__Description of the task__. Determine the number of lines in the following entries that hold the word "numbered". Give only that number.

__Data for this task__.
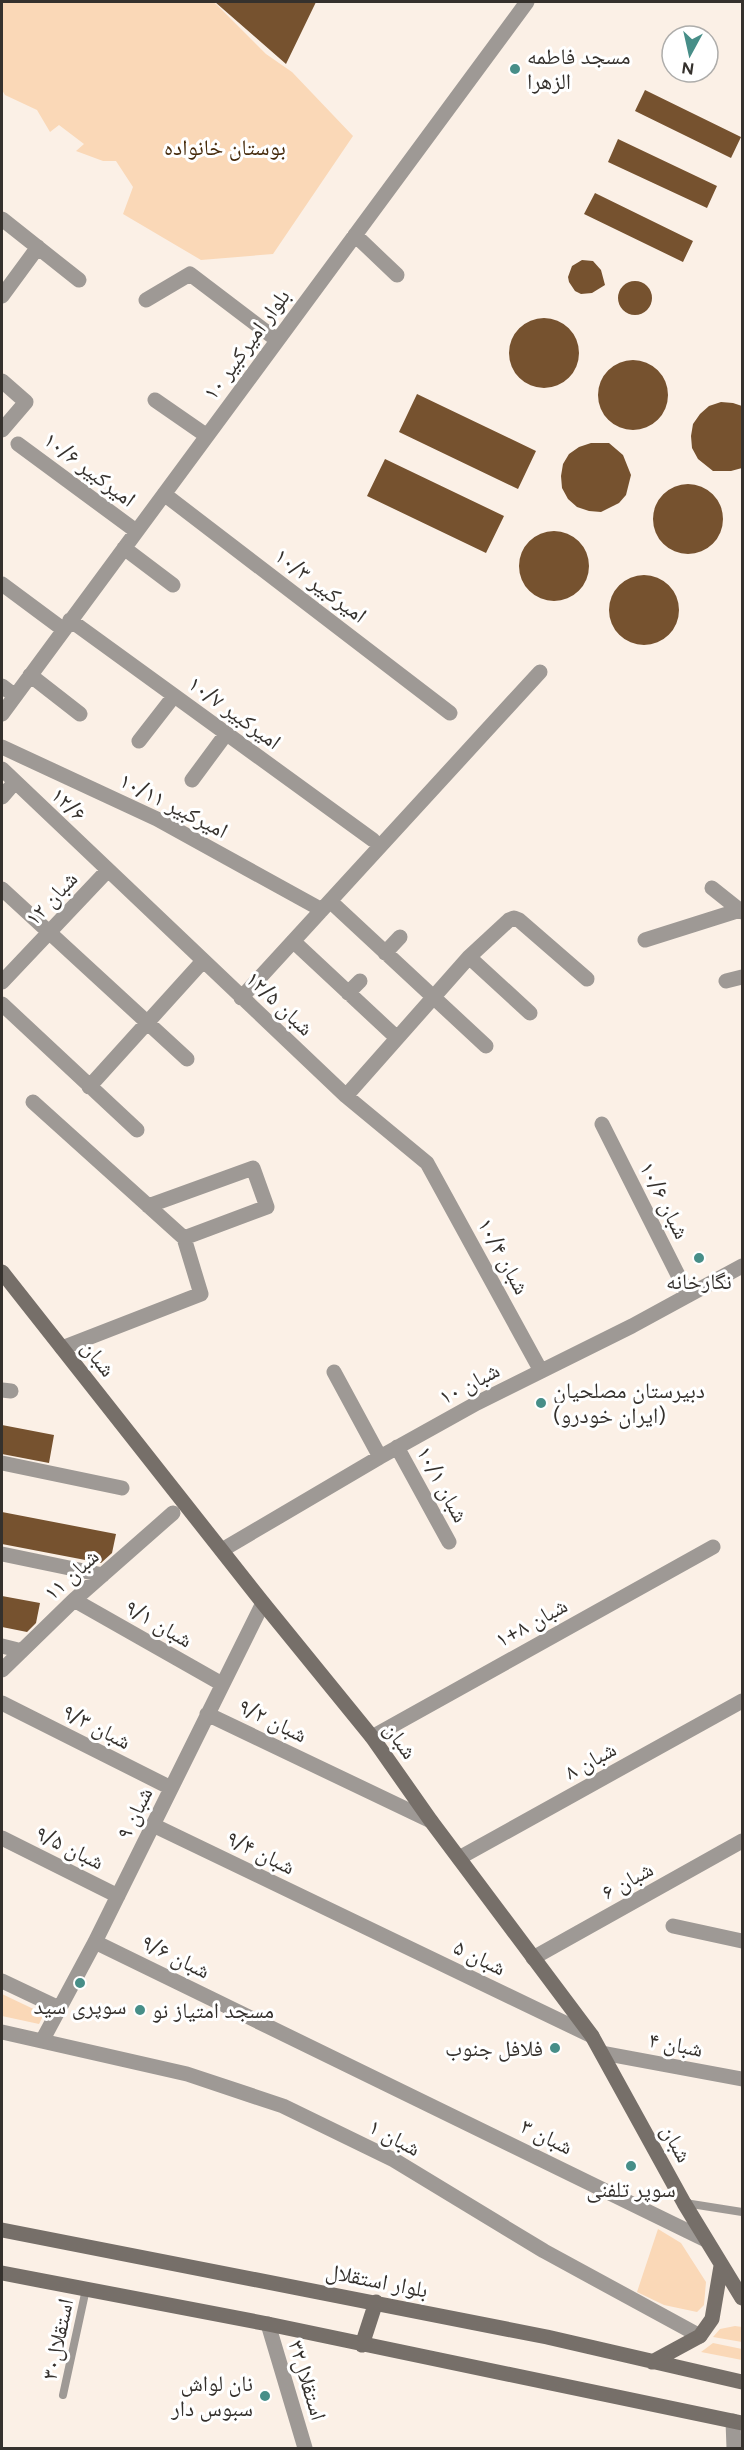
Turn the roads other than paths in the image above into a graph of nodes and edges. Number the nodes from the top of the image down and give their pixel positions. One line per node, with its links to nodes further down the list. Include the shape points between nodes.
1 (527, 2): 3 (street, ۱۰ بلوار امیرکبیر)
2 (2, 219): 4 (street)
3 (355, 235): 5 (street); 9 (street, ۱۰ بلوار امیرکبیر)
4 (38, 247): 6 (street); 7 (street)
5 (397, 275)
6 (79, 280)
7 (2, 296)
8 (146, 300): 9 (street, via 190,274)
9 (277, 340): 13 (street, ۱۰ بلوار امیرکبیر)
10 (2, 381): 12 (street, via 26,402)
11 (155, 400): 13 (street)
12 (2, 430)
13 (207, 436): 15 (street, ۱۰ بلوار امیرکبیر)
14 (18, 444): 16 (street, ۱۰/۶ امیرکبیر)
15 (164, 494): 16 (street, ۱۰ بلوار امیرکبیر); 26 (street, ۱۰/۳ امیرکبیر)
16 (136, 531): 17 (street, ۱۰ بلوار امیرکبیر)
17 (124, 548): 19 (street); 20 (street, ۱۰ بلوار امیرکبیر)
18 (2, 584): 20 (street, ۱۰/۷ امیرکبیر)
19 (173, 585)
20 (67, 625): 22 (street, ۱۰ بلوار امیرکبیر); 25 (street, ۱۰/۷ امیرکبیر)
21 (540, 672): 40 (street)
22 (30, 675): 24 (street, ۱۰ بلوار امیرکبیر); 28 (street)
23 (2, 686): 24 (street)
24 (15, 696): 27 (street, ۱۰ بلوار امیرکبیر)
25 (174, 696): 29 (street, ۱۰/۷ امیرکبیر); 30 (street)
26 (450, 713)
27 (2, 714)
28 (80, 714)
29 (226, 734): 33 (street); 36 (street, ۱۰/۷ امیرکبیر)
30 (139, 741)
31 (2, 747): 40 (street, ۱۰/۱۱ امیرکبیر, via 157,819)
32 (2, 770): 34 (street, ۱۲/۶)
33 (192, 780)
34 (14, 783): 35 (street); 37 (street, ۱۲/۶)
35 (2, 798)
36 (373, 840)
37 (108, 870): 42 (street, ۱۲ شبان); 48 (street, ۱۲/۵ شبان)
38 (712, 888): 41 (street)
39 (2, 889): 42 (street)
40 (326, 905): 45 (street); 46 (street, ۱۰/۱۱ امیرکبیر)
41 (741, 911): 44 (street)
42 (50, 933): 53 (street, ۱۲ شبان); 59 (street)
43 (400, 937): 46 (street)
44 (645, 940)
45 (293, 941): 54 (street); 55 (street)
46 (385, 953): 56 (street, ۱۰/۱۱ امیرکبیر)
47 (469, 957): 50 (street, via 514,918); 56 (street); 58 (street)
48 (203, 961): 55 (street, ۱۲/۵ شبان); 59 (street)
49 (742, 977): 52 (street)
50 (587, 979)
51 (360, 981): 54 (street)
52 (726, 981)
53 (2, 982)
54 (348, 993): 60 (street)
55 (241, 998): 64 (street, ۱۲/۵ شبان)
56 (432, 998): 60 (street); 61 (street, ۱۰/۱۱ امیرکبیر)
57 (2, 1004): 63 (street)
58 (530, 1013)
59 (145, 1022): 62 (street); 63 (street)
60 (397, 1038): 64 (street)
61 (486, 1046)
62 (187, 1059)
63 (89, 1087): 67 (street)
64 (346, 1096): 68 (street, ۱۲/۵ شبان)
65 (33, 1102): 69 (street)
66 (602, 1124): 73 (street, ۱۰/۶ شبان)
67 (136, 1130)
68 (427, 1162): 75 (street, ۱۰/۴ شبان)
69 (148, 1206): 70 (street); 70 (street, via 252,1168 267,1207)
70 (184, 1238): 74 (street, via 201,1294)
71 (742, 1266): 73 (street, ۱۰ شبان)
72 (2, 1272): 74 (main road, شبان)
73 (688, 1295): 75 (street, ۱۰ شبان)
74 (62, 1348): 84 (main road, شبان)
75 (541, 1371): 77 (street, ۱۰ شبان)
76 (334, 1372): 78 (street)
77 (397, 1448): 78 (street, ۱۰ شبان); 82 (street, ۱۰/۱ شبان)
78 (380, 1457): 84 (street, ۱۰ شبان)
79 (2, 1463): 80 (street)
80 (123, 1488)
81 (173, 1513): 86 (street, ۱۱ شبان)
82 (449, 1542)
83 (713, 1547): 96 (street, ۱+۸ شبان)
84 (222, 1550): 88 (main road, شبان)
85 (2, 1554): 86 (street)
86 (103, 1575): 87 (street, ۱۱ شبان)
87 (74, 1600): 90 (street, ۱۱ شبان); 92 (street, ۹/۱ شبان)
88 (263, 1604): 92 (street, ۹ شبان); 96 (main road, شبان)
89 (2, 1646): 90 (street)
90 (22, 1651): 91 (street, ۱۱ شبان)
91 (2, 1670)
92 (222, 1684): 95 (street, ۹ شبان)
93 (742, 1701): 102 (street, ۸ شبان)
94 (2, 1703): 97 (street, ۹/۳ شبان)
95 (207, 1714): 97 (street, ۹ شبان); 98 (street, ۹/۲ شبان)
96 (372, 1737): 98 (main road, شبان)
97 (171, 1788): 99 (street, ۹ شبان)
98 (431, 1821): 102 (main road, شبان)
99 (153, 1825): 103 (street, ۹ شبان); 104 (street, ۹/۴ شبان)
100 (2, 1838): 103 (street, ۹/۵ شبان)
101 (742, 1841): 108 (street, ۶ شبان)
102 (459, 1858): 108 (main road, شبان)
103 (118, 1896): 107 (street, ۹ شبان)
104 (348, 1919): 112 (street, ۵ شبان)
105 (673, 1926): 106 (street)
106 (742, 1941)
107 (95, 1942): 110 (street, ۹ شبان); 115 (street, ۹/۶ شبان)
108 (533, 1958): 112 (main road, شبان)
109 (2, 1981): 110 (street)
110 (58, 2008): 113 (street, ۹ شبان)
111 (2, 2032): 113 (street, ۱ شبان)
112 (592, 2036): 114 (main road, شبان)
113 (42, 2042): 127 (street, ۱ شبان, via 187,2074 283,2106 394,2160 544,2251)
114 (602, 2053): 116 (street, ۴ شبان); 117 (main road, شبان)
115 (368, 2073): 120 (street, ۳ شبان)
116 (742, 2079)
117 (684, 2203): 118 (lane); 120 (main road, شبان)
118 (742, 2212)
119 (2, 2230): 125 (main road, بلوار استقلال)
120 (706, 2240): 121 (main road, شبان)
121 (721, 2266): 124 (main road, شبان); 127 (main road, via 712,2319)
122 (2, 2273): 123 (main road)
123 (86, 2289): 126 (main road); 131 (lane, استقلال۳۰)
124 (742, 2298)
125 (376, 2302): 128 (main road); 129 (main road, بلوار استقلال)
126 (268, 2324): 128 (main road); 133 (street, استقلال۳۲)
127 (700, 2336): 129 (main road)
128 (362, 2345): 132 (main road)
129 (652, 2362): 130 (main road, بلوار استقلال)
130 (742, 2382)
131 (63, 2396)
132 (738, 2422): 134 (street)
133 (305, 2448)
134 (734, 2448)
* * *
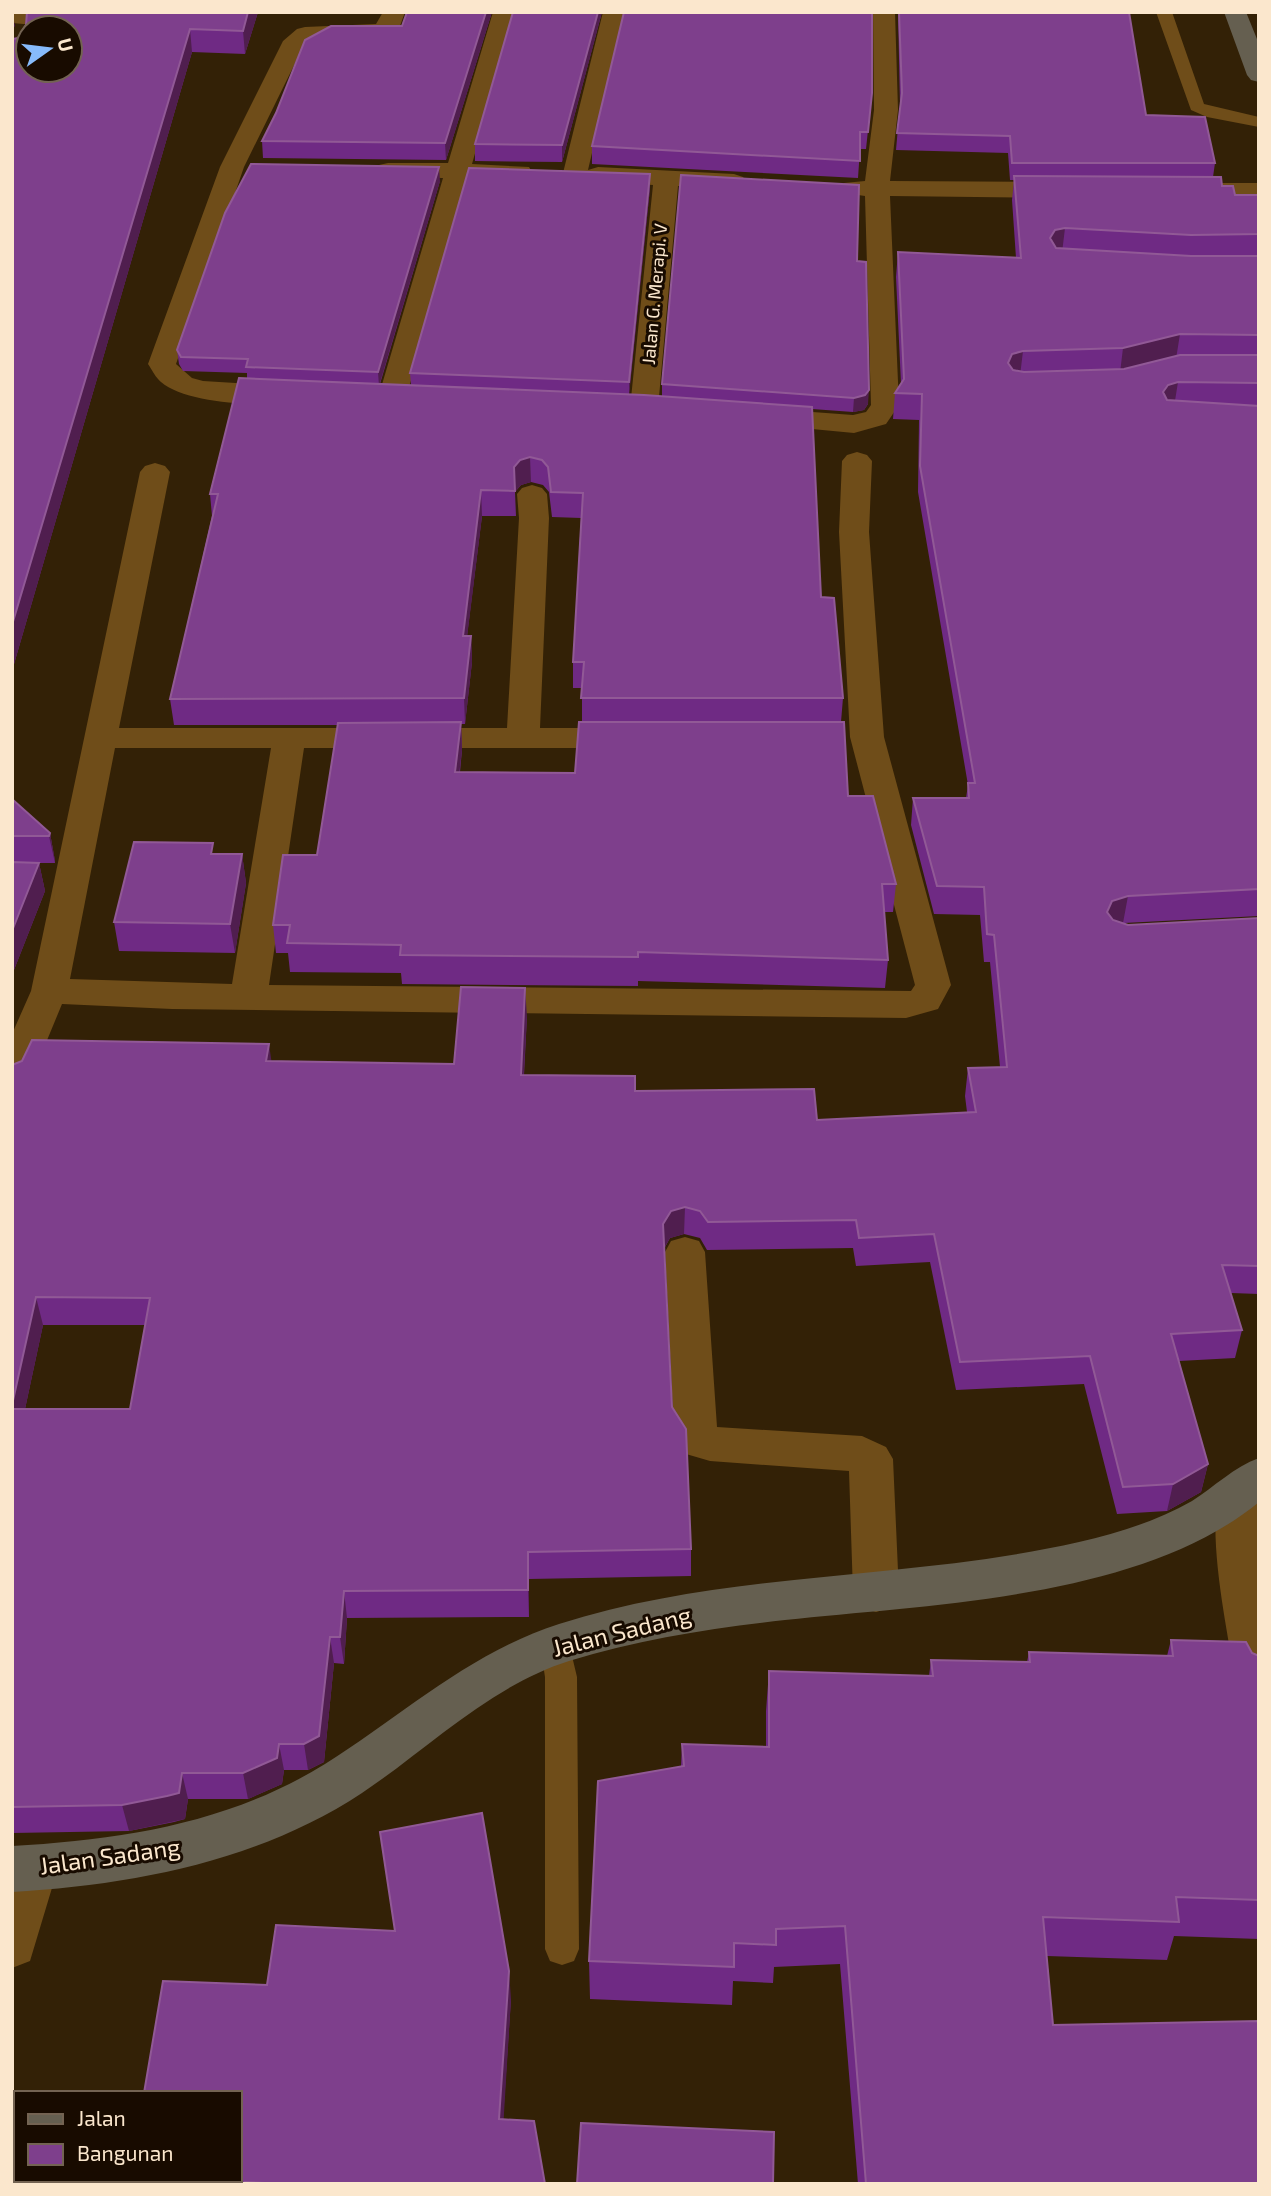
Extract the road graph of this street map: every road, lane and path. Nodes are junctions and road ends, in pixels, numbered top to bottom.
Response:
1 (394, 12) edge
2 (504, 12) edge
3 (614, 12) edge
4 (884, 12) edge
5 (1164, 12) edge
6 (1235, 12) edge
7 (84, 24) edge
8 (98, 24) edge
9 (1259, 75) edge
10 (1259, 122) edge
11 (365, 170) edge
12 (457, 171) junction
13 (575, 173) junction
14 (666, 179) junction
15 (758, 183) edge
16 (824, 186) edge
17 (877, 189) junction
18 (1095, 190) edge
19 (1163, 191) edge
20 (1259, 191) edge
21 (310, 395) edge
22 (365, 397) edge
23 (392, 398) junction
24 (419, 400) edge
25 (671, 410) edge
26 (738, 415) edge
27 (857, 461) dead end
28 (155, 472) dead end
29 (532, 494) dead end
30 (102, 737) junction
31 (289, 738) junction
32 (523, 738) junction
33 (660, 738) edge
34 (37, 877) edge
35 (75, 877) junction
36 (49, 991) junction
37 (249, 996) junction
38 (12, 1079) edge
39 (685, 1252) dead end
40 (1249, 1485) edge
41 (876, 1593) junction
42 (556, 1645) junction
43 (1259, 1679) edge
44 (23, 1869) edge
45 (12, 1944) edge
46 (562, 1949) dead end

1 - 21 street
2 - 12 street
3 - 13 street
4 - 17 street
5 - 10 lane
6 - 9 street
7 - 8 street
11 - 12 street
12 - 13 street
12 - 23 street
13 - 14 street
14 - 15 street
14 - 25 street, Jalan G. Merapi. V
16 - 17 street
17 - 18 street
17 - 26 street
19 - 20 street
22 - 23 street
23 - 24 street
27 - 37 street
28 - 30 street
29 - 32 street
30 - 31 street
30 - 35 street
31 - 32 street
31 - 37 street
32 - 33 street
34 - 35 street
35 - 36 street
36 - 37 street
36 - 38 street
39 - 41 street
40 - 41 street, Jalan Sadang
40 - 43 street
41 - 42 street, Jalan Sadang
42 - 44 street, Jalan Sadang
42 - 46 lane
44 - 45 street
==
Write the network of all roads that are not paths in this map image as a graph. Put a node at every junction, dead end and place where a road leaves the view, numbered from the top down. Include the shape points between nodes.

__Answer section__. 2